Stored items:
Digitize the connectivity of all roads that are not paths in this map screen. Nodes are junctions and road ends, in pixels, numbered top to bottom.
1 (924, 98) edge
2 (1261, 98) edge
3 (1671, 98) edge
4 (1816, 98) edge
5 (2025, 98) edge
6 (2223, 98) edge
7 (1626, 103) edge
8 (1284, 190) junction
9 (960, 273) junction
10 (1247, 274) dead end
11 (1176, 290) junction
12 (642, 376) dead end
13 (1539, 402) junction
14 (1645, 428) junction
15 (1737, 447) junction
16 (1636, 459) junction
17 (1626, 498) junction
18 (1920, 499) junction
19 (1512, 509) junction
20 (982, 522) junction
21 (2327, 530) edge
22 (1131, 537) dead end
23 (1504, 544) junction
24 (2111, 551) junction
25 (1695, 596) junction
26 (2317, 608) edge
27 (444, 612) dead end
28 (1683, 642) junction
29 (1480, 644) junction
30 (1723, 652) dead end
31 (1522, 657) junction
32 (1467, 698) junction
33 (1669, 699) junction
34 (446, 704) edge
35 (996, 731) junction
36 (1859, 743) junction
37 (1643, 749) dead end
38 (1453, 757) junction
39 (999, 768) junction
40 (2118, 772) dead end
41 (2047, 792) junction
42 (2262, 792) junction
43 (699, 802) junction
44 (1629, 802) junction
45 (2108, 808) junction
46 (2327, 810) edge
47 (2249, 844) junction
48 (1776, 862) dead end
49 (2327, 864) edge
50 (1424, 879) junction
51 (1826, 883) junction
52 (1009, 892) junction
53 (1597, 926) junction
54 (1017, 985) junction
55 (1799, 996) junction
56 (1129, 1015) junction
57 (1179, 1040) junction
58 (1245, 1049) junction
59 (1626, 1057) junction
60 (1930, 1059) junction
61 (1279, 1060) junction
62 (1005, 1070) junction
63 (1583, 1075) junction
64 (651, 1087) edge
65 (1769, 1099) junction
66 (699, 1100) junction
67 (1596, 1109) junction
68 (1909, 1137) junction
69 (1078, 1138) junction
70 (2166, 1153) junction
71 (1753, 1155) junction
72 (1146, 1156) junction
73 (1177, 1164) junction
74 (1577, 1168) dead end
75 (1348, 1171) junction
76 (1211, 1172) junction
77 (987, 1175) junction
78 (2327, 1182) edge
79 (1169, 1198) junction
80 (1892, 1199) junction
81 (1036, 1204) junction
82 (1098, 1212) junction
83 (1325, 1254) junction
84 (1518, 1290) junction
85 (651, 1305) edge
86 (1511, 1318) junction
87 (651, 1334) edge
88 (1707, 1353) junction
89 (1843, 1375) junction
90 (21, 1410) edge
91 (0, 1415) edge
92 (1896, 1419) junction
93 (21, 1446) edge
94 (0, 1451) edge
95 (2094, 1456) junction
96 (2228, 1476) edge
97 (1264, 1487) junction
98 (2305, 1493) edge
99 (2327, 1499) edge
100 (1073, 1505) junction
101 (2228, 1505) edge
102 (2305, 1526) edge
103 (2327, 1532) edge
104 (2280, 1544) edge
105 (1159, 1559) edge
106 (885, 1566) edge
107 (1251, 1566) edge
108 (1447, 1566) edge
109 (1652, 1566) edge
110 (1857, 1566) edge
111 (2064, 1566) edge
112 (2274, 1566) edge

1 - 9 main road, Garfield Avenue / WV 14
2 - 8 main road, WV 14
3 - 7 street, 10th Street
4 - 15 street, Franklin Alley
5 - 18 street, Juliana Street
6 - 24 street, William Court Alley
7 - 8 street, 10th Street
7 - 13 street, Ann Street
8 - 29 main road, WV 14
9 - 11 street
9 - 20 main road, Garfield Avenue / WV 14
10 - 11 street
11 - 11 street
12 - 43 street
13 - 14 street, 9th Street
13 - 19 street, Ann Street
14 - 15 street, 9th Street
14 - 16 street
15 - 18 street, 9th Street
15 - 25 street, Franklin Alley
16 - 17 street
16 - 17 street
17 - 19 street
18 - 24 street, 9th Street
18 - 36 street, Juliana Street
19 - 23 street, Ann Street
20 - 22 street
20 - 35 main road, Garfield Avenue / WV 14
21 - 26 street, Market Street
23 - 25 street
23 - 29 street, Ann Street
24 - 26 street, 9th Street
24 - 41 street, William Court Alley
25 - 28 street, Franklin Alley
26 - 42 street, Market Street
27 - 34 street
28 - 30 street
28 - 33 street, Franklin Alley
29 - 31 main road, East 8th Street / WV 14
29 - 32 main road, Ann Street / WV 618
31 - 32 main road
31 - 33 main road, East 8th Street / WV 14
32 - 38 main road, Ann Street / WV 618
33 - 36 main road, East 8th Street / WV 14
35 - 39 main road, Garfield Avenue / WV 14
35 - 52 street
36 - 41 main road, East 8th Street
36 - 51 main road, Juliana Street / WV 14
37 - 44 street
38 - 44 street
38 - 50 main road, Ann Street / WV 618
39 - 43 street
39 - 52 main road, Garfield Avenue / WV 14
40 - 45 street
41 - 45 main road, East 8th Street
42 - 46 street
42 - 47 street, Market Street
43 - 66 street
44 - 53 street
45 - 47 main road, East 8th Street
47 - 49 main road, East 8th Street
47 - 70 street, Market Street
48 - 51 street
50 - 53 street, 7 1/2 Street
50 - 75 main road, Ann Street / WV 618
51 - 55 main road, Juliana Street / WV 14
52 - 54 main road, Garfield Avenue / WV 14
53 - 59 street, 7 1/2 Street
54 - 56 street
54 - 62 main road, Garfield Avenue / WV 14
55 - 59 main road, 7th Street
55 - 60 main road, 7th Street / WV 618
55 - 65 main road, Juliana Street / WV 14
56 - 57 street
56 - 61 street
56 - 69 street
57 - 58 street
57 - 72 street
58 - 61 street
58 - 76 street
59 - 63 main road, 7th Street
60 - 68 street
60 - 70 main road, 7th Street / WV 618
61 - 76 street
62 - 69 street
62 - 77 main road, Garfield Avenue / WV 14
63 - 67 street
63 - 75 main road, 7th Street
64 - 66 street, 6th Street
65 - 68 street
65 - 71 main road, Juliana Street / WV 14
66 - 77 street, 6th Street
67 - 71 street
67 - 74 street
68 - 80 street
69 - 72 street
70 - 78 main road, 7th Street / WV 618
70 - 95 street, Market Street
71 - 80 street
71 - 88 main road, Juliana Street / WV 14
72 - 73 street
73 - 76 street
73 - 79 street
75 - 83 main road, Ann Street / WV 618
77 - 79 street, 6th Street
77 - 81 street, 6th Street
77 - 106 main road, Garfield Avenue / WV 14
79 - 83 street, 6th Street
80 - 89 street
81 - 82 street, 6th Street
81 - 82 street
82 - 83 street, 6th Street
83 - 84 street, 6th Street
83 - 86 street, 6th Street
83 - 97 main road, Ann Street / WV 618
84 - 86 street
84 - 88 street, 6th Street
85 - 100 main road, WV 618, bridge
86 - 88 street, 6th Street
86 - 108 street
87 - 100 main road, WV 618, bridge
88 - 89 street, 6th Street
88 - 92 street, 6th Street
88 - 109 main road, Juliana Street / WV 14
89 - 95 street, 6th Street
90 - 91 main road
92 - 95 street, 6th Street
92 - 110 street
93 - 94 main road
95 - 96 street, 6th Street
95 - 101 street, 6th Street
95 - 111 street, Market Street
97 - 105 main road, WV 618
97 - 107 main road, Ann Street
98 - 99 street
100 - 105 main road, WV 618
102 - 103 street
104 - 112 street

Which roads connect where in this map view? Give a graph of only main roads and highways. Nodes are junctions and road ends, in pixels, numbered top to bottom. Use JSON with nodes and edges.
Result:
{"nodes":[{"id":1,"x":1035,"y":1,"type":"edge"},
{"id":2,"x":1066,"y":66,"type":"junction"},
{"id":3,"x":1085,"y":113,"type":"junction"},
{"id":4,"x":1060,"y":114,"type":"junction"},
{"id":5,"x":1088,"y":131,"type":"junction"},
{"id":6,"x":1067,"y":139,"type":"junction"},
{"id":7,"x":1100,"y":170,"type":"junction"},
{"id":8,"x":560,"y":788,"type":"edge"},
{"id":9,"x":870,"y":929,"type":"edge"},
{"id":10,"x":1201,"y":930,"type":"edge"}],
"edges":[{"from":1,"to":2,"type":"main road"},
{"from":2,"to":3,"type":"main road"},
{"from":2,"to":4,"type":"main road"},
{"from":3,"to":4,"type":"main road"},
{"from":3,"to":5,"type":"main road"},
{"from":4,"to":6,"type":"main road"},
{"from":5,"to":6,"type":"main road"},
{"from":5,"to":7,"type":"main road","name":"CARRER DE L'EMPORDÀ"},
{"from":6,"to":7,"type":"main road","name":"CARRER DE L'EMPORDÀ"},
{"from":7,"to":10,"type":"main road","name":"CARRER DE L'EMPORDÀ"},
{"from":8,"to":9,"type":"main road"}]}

▸ How to complete this task:
The answer must consist of every line in the records above that contains the word "bottom".

▸ Answer for this exercise:
Digitize the connectivity of all roads that are not paths in this map screen. Nodes are junctions and road ends, in pixels, numbered top to bottom.
Which roads connect where in this map view? Give a graph of only main roads and highways. Nodes are junctions and road ends, in pixels, numbered top to bottom. Use JSON with nodes and edges.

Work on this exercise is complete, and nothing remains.